Alkali cation tolerance and efflux in strains of S. cerevisiae transformed with DhENA1 and DhENA2. (A) Tolerance to alkali cations was tested in solid YPD in the S. cerevisiae B31 null mutant (ena 1-4⁻ nha1⁻) transformed with DhENA1 (AD1) or with DhENA2 (AD2). The same strain containing the plasmid without any insert (AD0) or with ScENA1 and a D. hansenii strain were used as controls. Plates were inoculated with 10-μl drops of cultures at the middle of the exponential phase, and growth was scored after 60 h.
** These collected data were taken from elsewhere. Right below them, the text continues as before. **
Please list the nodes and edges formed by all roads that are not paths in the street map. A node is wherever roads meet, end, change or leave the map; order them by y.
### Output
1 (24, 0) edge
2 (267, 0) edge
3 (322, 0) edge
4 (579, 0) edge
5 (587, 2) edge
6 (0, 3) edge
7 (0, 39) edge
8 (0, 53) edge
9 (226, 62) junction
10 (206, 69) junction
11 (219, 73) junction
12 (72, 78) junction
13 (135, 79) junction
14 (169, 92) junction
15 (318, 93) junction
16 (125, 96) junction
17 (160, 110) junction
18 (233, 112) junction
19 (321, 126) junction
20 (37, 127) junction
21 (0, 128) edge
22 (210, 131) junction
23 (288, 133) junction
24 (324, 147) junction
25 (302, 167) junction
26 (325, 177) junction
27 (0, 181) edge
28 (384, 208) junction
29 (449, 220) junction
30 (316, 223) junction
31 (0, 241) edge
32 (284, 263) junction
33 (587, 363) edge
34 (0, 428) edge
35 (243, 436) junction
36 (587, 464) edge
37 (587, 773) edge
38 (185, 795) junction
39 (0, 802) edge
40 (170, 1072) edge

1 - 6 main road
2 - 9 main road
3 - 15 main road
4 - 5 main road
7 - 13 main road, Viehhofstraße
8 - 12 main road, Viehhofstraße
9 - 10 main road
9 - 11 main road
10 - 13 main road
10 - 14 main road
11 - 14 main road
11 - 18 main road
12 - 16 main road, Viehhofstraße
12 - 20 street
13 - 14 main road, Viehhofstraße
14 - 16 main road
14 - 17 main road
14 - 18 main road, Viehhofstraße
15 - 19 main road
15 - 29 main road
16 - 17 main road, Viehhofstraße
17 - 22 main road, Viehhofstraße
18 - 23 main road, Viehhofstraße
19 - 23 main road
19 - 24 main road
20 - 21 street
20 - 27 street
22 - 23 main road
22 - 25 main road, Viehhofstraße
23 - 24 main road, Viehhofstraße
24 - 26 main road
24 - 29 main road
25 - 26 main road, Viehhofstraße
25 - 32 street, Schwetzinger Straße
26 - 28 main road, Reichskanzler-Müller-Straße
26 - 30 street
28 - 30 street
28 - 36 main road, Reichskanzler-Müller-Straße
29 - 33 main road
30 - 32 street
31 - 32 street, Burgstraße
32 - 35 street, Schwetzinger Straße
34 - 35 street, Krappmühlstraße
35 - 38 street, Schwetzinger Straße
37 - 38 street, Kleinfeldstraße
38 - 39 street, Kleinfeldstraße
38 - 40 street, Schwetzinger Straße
The efflux of Na⁺ (B) or Li⁺ (C) was evaluated in AD1 (●), AD2 (▴), and AD0 (■). For determination of Na⁺ and Li⁺ efflux rates, cells were grown in YNB medium and loaded with the cations by incubation in the same medium plus 200 mM NaCl or 100 mM LiCl for 3 h. Cells were harvested and resuspended in the assay buffer (pH 5.5) supplemented with 50 mM KCl to trigger the efflux process. Samples were taken at regular intervals, filtered, and treated as previously described (24, 25). The experiments were repeated at least three times. The standard errors were 20% lower than the corresponding mean values.